The construction will occur on parcels that already have buildings and will house equipment such as boats, tractors, canoes, lawn mowers and other equipment needed, DeRoche said Friday. The equipment is on the properties already, covered with tarps for storage, although there are plans to buy a new boat that has not been chosen yet, he said. 

Storage buildings will clean up the ranger sites, and make us better stewards of the waterway, he said.

Of the six buildings planned, five will not be seen from the waterway, and the one at Churchill Dam will be visible for safety purposes, DeRoche said. 

Other changes include to repair existing structures, and make enhancements for visitors to the ranger stations. No current wilderness will be destroyed, he said.

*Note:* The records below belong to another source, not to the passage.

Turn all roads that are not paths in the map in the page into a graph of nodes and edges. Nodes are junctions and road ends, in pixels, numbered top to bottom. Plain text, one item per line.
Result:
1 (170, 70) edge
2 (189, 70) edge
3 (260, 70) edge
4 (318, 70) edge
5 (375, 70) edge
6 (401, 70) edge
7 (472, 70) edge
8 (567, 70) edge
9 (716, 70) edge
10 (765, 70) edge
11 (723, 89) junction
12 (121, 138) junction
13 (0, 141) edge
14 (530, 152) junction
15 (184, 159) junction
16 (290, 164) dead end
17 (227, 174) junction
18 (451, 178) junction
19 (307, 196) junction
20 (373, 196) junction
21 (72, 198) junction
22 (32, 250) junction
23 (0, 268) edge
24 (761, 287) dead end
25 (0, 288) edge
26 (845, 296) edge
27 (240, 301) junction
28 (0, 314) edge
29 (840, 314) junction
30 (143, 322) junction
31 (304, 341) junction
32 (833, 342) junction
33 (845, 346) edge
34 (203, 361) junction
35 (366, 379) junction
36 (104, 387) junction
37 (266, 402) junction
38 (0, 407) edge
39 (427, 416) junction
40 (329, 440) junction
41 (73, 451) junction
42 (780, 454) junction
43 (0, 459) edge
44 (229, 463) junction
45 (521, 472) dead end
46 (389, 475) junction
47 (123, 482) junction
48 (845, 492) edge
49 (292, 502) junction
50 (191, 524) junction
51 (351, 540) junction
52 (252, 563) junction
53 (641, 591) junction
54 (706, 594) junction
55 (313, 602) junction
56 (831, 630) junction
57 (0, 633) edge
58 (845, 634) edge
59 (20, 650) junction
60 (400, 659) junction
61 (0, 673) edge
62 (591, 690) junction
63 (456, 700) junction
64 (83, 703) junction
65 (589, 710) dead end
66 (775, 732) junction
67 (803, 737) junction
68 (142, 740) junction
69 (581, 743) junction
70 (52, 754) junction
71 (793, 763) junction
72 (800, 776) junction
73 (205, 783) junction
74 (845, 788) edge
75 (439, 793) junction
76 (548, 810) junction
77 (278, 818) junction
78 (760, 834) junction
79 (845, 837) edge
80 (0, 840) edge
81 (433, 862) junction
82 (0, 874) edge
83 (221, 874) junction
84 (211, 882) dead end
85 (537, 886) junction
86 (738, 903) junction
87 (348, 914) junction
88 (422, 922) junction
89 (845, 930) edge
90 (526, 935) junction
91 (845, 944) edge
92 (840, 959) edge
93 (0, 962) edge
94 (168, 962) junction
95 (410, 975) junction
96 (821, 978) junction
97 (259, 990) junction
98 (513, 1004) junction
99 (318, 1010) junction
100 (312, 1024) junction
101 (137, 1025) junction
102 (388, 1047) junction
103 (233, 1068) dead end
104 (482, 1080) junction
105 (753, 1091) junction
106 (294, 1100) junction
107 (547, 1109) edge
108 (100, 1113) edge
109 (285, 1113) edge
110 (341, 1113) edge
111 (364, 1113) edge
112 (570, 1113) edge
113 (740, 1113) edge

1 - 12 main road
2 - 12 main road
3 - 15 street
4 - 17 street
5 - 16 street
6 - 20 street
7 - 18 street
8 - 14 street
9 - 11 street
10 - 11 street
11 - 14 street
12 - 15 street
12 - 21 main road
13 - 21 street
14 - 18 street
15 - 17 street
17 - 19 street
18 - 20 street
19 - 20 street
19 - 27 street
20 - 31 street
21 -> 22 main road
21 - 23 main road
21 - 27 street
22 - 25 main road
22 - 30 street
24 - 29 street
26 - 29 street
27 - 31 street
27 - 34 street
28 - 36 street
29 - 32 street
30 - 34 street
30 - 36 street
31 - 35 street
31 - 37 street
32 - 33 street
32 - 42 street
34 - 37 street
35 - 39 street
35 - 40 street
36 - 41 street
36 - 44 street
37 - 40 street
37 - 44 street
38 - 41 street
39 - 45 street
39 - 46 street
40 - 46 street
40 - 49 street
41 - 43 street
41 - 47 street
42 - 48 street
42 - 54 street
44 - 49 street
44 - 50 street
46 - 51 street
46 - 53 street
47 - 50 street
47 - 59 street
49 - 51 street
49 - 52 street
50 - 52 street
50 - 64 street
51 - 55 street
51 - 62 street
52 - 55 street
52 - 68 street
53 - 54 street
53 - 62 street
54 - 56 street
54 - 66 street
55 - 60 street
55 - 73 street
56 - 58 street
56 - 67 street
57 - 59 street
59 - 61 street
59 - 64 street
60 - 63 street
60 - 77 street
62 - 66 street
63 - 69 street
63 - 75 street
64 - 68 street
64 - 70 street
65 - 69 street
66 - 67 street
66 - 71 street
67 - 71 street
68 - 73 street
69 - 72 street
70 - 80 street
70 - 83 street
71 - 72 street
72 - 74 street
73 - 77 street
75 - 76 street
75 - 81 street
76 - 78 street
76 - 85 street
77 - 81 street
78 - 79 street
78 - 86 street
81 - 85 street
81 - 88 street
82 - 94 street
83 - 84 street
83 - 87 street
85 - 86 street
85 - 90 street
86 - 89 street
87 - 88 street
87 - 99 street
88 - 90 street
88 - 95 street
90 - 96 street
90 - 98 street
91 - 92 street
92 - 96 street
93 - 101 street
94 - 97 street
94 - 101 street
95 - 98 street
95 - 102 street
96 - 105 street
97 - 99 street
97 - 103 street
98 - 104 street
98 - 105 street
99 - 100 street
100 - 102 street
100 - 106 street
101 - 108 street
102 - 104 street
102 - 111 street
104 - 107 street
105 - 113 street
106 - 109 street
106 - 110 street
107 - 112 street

The projects have not gone out to bid yet, but the funding to build them will come from $50 million in American Rescue Plan Act money received by the Bureau of Public Lands, which is under the Maine Department of Agriculture, Conservation and Forestry, to make improvements to state parks.

The cost is estimated at $1.2 million.

“This fiscal boon has caused the Bureau of Parks and Lands to lose sight of its management obligation to preserve, protect and enhance the wilderness character of Maine’s Allagash Wilderness Waterway,” according to an information sheet produced by Citizens for Keeping the Wild in Allagash.

The six buildings the state proposes will be built in the restricted zone, which is the most protected area of the waterway, Caverly said. 

He and Citizens for Keeping the Wild in Allagash members said this project does not enhance the wilderness character of the restricted zone, which is the waterway’s primary goal, and goes against the spirit of the National Wild and Scenic Rivers Act. The Allagash is part of that national system.

The group also said the type of boat the bureau wants is not in line with the wilderness management practices, is an unnecessary expense and is out of character for this waterway.

Citizens for Keeping the Wild suggested that the bureau look at building its storage units outside of the restricted zone, farther away from the waterway.

Members of Citizens for Keeping the Wild in Allagash includes Alexandra Conover Bennett, master Maine guide since 1978 and author; Matt LaRoche, waterway supervisor 2009-2021 and registered Maine guide; Tim Caverly, waterway supervisor 1981-1999 and author; and Rollin Thurlow, past president of the Allagash Alliance 1996-2006 and business owner.

The opposition group and the Maine Bureau of Public Lands encourages the public to attend Friday’s meeting in person or online.